Items from a dataset:
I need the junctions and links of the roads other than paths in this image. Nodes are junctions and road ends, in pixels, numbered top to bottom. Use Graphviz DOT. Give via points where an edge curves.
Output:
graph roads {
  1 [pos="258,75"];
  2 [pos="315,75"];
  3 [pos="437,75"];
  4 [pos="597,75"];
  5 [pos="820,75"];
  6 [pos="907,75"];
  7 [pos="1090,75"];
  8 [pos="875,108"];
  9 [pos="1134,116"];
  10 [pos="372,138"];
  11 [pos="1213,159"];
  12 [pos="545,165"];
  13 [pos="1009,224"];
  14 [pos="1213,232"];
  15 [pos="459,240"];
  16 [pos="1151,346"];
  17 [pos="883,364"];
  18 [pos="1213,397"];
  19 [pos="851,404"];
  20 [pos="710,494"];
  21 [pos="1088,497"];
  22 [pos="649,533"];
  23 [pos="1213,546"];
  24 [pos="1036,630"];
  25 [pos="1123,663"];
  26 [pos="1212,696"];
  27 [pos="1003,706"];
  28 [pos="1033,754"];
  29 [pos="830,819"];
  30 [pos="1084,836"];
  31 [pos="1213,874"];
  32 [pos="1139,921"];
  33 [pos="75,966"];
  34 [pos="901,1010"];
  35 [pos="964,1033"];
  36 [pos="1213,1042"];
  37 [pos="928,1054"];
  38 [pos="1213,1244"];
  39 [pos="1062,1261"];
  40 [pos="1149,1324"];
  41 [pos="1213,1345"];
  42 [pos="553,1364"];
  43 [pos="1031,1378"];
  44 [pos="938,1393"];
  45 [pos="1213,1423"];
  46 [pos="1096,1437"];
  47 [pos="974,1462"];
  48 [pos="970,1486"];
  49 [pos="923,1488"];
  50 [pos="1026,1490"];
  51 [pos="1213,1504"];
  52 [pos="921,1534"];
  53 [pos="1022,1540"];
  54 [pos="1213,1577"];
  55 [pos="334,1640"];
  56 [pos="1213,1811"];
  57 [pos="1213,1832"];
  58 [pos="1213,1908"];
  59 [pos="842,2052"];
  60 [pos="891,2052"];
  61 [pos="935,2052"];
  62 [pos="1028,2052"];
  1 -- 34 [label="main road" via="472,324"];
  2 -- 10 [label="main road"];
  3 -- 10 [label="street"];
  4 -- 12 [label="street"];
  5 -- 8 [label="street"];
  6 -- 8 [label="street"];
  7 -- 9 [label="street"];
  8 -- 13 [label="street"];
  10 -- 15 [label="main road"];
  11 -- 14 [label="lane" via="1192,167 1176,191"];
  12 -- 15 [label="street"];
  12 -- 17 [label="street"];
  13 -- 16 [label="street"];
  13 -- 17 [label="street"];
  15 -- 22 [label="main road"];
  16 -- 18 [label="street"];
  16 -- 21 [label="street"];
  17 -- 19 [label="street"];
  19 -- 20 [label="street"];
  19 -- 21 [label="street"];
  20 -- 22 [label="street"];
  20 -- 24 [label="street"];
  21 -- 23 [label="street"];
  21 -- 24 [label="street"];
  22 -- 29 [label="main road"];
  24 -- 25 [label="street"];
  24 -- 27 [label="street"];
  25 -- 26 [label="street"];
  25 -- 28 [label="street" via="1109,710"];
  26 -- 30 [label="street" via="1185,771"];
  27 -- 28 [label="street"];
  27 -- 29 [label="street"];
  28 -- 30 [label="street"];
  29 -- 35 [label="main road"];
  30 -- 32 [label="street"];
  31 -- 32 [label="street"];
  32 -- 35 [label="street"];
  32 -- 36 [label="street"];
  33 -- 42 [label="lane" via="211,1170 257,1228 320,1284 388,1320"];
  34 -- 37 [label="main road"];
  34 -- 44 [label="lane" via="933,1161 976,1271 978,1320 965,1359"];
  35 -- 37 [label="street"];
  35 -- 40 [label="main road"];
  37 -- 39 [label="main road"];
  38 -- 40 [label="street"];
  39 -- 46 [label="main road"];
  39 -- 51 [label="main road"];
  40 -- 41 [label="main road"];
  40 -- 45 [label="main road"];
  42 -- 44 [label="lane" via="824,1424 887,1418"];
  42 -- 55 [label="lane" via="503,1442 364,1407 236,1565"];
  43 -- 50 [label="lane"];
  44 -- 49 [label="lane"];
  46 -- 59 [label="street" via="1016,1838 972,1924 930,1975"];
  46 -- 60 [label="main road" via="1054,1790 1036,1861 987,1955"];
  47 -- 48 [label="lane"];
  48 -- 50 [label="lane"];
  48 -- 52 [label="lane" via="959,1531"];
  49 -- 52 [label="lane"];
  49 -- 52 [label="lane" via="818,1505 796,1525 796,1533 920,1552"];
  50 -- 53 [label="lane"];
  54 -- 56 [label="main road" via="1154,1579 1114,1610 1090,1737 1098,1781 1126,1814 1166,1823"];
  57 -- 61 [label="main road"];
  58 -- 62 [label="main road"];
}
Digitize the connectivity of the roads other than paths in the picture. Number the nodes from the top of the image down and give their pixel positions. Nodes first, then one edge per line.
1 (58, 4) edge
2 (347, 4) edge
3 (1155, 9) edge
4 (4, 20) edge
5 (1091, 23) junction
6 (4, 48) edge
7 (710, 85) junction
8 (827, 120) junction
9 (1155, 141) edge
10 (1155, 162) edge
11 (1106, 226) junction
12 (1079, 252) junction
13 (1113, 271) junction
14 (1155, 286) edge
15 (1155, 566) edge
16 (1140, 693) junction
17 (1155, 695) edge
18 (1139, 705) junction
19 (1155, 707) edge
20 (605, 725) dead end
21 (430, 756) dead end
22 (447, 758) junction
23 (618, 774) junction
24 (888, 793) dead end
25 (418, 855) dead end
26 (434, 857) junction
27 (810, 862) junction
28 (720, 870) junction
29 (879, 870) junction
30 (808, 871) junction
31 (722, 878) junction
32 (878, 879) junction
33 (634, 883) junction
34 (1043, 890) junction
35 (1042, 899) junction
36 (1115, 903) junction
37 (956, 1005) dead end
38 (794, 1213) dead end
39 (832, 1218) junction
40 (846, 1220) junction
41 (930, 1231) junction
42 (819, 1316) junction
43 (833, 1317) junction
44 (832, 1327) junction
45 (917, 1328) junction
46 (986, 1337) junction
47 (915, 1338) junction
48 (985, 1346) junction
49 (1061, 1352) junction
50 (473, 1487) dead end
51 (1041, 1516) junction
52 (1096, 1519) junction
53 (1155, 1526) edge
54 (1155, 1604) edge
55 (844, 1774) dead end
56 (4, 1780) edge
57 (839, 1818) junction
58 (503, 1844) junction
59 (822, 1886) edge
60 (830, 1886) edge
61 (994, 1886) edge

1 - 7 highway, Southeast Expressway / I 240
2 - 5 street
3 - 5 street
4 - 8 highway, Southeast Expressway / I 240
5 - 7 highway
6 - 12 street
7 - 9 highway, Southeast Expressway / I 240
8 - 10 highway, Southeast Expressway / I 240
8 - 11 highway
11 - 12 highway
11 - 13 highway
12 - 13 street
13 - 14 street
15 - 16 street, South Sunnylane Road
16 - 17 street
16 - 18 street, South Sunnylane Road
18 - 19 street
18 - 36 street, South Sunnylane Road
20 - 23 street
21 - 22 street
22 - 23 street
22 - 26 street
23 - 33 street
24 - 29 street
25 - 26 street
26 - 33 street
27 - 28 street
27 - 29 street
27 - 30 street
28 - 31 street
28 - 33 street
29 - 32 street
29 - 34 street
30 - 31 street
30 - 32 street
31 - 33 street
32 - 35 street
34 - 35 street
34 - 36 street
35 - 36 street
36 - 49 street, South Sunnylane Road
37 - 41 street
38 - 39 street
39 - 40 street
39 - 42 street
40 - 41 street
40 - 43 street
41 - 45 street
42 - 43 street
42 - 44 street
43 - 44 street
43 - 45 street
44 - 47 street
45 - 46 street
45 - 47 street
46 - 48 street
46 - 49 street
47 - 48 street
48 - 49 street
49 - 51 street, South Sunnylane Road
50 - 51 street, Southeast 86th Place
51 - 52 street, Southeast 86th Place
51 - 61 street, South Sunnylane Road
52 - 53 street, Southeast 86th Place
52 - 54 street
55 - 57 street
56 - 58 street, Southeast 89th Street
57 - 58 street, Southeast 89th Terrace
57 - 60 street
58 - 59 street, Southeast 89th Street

*Your assignment*:
Only the number should be given: how many lines in the entries above contain the string "Place"?

*Result of the exercise*:
3